Sonntag, 18. November 2012

Starker Stoff


In der südspanischen Stadt Cádiz muss gestern schwer was los gewesen sein. Anlässlich eines ibero-amerikanischen (Spanien, Portugal, Lateinamerika) Gipfeltreffens haben sie sich dort die Naturkräuter gegenseitig um die Ohren gehauen, dass es nur so gequalmt hat.

Der bolivianische Präsident Evo Morales wollte das Kauen von Coca-Blättern legalisiert haben, - etwas, was zuhause in den Anden sowieso jeder tut, von den Vereinten Nationen jedoch mit einem Verbot belegt ist, welches wiederum die Vereinigten Staaten von Amerika mit Zähnen und Klauen sowie dem Argument verteidigen, Coca-Blätter seien der gefährliche Rohstoff für das gefährliche Rauschgift Kokain, dessen Hauptkonsument weltweit die Vereinigten Staaten von Amerika sind. Bitte gut durchkauen und auf der Zunge zergehen lassen.

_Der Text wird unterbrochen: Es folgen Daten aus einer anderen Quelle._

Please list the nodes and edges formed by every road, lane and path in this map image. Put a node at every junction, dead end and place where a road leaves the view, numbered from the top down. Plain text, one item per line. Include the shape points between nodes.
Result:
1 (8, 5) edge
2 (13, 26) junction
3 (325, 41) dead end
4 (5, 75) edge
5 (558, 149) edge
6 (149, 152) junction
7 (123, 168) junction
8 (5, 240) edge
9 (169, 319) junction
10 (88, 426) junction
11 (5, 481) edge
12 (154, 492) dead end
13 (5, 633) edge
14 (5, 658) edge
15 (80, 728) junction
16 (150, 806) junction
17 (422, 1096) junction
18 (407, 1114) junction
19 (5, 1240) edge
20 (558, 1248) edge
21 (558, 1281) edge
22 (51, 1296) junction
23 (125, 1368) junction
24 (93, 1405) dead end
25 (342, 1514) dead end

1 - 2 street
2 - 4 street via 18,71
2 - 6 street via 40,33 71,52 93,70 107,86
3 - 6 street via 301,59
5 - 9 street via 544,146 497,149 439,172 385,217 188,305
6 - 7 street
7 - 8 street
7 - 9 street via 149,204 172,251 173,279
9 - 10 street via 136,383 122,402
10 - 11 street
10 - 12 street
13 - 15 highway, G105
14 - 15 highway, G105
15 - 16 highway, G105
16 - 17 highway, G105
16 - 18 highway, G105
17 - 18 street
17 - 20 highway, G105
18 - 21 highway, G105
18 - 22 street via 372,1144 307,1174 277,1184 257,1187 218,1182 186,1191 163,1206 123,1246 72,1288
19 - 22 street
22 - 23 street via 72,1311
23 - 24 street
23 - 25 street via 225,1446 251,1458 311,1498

Ferner ging der mexikanische Präsident Felipe Calderon auf die Barrikaden, weil ein paar US-amerikanische Bundesstaaten das Rauchen von Marijuana legalisiert haben wollen, - etwas, was in Amerika sowieso jeder tut, von Calderon jedoch mit Zähnen, Klauen sowie dem Argument bekämpft wird, "sein Land könne sich keinesfalls auch nur einen einzigen Schritt zurück leisten im Kampf gegen Drogenhandel" und die ganze Kriminalität, und außerdem mache der Genuss von Marijuana gewalttätig und überhaupt.
Bitte in angemessenes Papier rollen und tief inhalieren.

Undokumentiert ist, worauf während des festlichen Gipfel-Dinners herumgekaut und wieviele Ofenrohre anschließend zu Verdauungs- und Erleuchtungszwecken herumkreisten. Dokumentiert ist jedoch die jüngste Erleuchtung des spanischen Ministerpräsidenten Mariano Rajoy; der geht nämlich auf Betteltour bei den ehemaligen spanischen Kolonien Lateinamerikas:
In einem historisch zu nennenden Rollentausch hofierten die rezessionsgeplagten Länder Spanien und Portugal die Regierungschefs ihrer ehemaligen lateinamerikanischen Kolonien - Länder mit inzwischen stärkstem Wirtschaftswachstum.
Die Lateinamerikaner, so Rajoy, sollen sich jetzt mal gefälligst erkenntlich zeigen und den Spaniern "helfen, ihre tiefe finanzielle Krise zu überwinden mithilfe von Investitionen", - jetzt, wo "die Rollen vertauscht seien", die früheren Kolonien prosperierten und also ruhig mal den krisengebeutelten Ex-Kolonialherren unter die Arme greifen könnten.
"Unsere Augen sind auf euch gerichtet: Wir brauchen mehr Lateinamerika."
- sekundierte der spanische König Juan Carlos und vergaß nicht, eindringlich hinzuzufügen, dass
"... in Spanien schwierige Situationen in Erscheinung treten, verursacht durch die finanzielle und wirtschaftliche Krise."
- womit er gewiss auf die schwierigen Situationen anspielte, die derzeit auf Spaniens Straßen in Erscheinung treten, wo Hunderttausende von Menschen gegen die ihnen aufgehalste finanzielle und wirtschaftliche Krise protestieren, sowie (zeitgleich zu dem Gipfeltreffen in Cadiz) über 5.000 gegen Kürzungsmaßnahmen in Madrid demonstrierende Polizisten, die wissen wollen, wie sie, bitteschön, weiterhin auf jene Hunderttausende einprügeln sollen, wenn ihnen, den Polizisten, die Renten gekürzt und das Weihnachtsgeld gestrichen werden?

Noch ist nicht dokumentiert, wie die früheren spanischen Überseekolonien auf den von Rajoy angetragenen Klingelbeutel reagiert haben. Fest steht nur, dass sich die herzzerreißende Betteltour gestern im symbolträchtigen Cádiz zugetragen hat, jener spanischen Hafenstadt also, die vormals in schwunghafter Blüte gestanden hatte, zu jener Zeit, als dort die erbeuteten Schätze der Azteken und Inka aus dem fernen Lateinamerika importiert worden waren.

Hoher Dröhnfaktor in Cádiz, alles in allem. Man wäre nicht ungern dabeigewesen. Schon um zu wissen, was die bei so einem Gipfel alles rauchen, wenn sie lange genug darauf herumgekaut haben.